It's true, in general, that consistency is not the be-all-end-all of a statistic. But neither is unbiasedness for the same reason! When you accept biased estimators, you open a whole class of Bayes estimators that beat OLS in many respects. Case-in-point: the problem of shrinkage and L2 penalization in the estimation of a mean vector for a multivariate normal sample.
For the purposes of hypothesis testing and error estimation, asymptotics go farther than just the limit of the statistic. We're also interested in whether a suitable transformation of the statistic has a known limiting distribution. In that case, we can use the limiting distribution to approximate the sampling distribution of the test statistic in finite sample sizes. The classic example is the central limit theorem where $\sqrt{n} (\bar{X} - \mu) \rightarrow_d \mathcal{N}(0, 1)$. And similar methods are used to identify critical values, p-values, power, and sample size calculations knowing full well they are only approximations. In some cases, the approximations can be improved (such as with the Student-T distribution, Agresti correction, Clopper-Pearson intervals) or exchanged entirely for exact (Fisher's Exact Test) or empirical (Bootstrap) methods. It's my opinion that these methods should be taught alongside standard testing and error estimation methods, and the latter methods used more often in practical data analysis.
The idea of an "infinite" sample size underpins all of frequentist statistics. Consider the a "frequentist" interpretation of probability: what do we mean when we say the heads probability of a coin flip is 0.5? If you actually flipped a coin an infinite number of times, it would wear down to nothing. The same holds with frequentist methods for finite sampling, that is when you sample a substantial fraction of a finite population. The sampling distributions might change somewhat, but I still conceptualize
multiple (i.e. an infinite number of) scenarios when I can replicate a particular result. The "expectation" of my estimator - and it's ultimate limit as a result of the LLN - is defined by that value. Suppose for instance I sample 30% of all surviving Siberian tigers for biometrics - say length. I can produce a CI for my length estimate. That CI is based on sampling 30% of all known Siberian tigers (as of now <400) an infinite number of times.

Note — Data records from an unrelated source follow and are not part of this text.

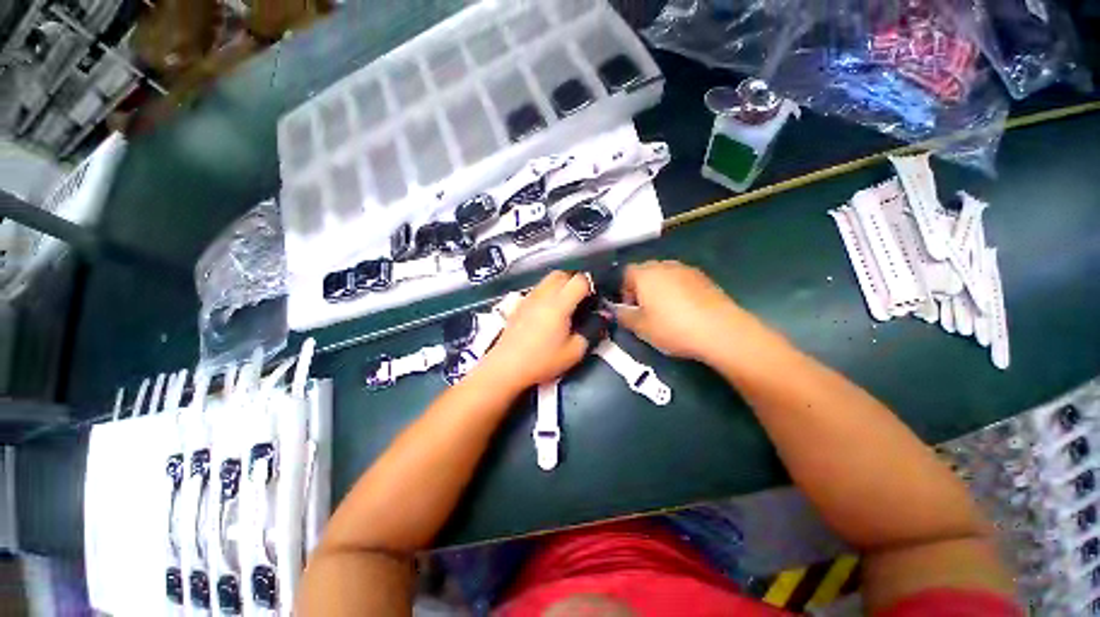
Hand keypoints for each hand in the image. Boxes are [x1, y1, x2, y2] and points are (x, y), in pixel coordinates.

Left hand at [479, 271, 591, 390]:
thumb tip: (602, 318)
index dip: (591, 285)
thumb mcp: (574, 352)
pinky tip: (547, 311)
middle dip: (575, 281)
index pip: (579, 280)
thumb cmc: (542, 361)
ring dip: (560, 285)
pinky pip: (537, 289)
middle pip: (562, 274)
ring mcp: (529, 297)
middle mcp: (543, 295)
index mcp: (559, 304)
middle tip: (581, 299)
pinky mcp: (519, 304)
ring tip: (565, 304)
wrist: (506, 366)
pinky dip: (547, 292)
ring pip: (548, 279)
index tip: (593, 299)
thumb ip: (591, 332)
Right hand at [615, 261, 747, 361]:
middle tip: (645, 310)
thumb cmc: (673, 327)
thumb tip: (616, 310)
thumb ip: (623, 315)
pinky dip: (677, 290)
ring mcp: (686, 269)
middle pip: (645, 272)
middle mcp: (664, 265)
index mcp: (645, 274)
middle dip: (641, 288)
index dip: (623, 290)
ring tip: (666, 311)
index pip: (625, 273)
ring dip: (659, 288)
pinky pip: (682, 280)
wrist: (720, 331)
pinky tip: (684, 310)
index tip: (629, 308)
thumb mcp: (640, 327)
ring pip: (664, 275)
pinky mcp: (704, 277)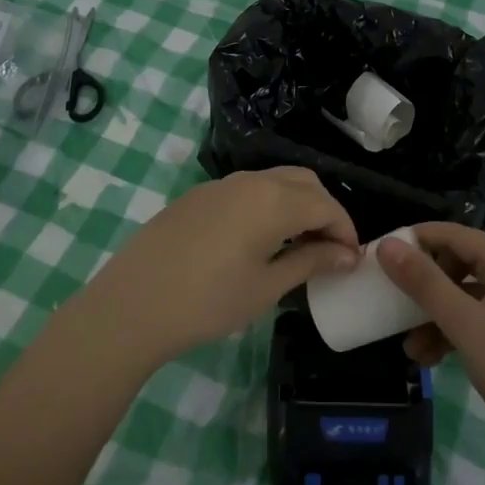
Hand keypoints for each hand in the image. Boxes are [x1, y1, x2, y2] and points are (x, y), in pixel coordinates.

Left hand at [74, 168, 360, 370]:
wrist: (132, 303)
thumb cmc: (208, 301)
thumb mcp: (267, 287)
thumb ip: (310, 262)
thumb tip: (346, 254)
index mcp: (274, 200)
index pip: (326, 204)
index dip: (345, 230)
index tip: (351, 259)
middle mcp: (252, 180)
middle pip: (304, 182)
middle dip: (324, 210)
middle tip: (328, 249)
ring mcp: (222, 184)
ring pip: (275, 181)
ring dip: (296, 204)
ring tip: (298, 244)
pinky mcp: (199, 195)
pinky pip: (248, 190)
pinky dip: (268, 205)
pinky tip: (259, 239)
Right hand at [379, 223, 484, 456]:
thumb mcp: (465, 324)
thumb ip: (425, 283)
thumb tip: (387, 245)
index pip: (452, 233)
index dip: (415, 241)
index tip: (380, 257)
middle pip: (457, 264)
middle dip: (423, 288)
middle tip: (393, 305)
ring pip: (465, 296)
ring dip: (435, 317)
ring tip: (410, 350)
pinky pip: (478, 318)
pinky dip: (454, 333)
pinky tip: (432, 359)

That said, the implementation of these methods can introduce some methodological issues (bootstrap intervals are not always valid, even with bca or double bootstrap), and some problems require analytic simplicity to provide reproducible, and communicable results. For instance, when calculating the sample size of a time to event analysis, I can base my selection of N on an exponential distribution with a known rate parameter in the control and treatment arms, duration of follow-up, and a test based on the asymptotic Wald statistic. In that case, it's easy for another statistician to verify my results.
In summary, for a didactic program, I would say learn both methods and understand their limitations. For a practical application, consider your audience and what they need to understand. And when in doubt, be conservative in your approach!